As we look forward to a new era led by a strong, dedicated leader, TNN takes a look back at Egypt’s long illustrious history and highlights some of the courageous rulers from the past.

Thutmose III was the sixth pharaoh of the eighteenth dynasty. He is considered a military genius by historians and called Egypt’s greatest conqueror, or sometimes even the ‘Napoleon of Egypt’. 

Thutmose III

He captured 350 cities during his rule and conquered much of the Near East, at its height an area extending from the Euphrates to Nubia.

Thutmose is regarded as one of the greatest of Egypt’s warrior pharaohs, who transformed Egypt into an international superpower by creating an empire that stretched from southern Syria through to Canaan and Nubia.

In most of his campaigns his enemies were defeated town by town, until beaten into submission.

Thutmose III smiting his enemies

Akhenaten

Akhenaten was a pharaoh of the eighteenth dynasty of Egypt who ruled for 17 years and died around 1336 BC.

He was perhaps the most controversial because of his break with traditional religion. Some say that he was the most remarkable king to sit upon Egypt’s throne.

There can be little doubt that this king was far more of a thinker and philosopher than his forebears.

A rebel and a prophet of arguably the world’s earliest monotheistic religion, Akhenaten has been called history’s first individual.  He is especially noted for abandoning traditional Egyptian polytheism and introducing worship centred on the Aten.

He preserved Egypt’s control over her Near Eastern Empire (which consisted of present-day Israel as well as the Phoenician coast) while avoiding conflict with the increasingly powerful Hittite Empire.

Ramses the Great

Ramses II (c. 1303 BC – 1213 BC) was the third Egyptian pharaoh of the nineteenth dynasty.

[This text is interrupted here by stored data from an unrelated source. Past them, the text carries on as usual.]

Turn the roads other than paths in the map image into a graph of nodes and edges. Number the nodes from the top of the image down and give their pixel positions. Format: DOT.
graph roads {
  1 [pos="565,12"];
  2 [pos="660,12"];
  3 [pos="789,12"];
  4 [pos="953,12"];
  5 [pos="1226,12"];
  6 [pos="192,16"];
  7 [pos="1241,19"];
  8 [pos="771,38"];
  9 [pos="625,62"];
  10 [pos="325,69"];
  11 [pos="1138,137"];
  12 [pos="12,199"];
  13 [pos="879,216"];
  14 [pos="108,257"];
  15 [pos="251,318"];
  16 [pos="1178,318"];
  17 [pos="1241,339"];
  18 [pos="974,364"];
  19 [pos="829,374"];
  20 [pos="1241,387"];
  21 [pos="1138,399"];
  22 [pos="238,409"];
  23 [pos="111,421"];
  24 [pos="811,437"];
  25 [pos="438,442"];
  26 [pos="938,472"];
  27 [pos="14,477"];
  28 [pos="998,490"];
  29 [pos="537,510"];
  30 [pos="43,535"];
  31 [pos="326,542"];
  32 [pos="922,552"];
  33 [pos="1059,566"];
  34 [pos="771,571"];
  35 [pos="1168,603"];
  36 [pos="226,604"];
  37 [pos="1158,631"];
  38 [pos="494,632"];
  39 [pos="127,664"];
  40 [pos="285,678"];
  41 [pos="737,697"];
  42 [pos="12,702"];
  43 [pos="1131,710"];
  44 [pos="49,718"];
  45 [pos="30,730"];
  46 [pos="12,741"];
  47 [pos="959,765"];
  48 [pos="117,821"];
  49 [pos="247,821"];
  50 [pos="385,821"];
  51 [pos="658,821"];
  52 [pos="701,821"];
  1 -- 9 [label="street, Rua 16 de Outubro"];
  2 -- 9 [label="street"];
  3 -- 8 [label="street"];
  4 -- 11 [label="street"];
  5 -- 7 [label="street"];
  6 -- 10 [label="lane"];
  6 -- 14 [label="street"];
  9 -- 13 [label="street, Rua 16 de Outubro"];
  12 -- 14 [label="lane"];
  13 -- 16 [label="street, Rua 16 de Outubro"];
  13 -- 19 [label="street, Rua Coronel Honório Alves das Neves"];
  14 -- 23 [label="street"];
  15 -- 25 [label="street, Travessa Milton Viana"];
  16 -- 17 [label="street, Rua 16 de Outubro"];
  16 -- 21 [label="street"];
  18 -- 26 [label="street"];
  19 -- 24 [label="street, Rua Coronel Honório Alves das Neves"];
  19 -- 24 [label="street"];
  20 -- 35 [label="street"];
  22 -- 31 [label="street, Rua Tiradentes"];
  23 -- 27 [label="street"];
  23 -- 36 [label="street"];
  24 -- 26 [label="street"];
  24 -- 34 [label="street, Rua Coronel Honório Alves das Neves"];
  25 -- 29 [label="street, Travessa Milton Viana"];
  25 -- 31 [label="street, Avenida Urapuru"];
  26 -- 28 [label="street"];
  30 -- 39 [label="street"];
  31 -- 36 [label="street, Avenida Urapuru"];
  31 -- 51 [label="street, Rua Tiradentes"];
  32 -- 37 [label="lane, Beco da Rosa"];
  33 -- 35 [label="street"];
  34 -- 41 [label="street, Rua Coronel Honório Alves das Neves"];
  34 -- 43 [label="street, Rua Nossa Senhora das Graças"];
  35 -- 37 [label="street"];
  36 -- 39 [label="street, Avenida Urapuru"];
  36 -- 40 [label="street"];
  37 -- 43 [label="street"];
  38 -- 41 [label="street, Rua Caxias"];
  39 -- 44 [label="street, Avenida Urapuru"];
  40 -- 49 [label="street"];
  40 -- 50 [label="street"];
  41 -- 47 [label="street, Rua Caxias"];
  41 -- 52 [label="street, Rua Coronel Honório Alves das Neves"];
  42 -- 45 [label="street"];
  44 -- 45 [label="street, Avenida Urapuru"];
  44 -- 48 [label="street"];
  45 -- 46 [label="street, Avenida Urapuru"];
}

He is seen as the greatest and most powerful pharaoh of the Egyptian empire who led several military expeditions into the Levant, reasserting Egyptian control over Canaan.

Ramses II led the Egyptian army against several enemies including the Hittites, Syrians, Libyans, and Nubians. He expanded the Egyptian empire and secured its borders against attackers.

During the Battle of Kadesh, Ramses fought the Hittites and led his smaller force of 20,000 men against the Hittite army of 50,000 men. He established one of the first major peace treaties in history with the Hittites and created a peaceful northern border.

Ramses II smiting his enemies

Amr Ibn Al-As (c. 585 – 664 AD) was an Arab military commander who led the Muslim conquest of Egypt in 640 AD.  A contemporary of the Prophet Mohamed, and one of the Sahaba (companions of the Prophet), he founded the Egyptian capital of Fustat and built the mosque of Amr Ibn Al-As at its centre.

The Mosque of Amr Ibn Al -As

His invasion of Egypt began as he crossed the Sinai Peninsula with 3,500-4,000 men and headed towards the Babylon Fortress (in modern-day Coptic Cairo). Amr marched north towards Heliopolis with 12,000 men against the Byzantine forces in Egypt, under general Theodorus.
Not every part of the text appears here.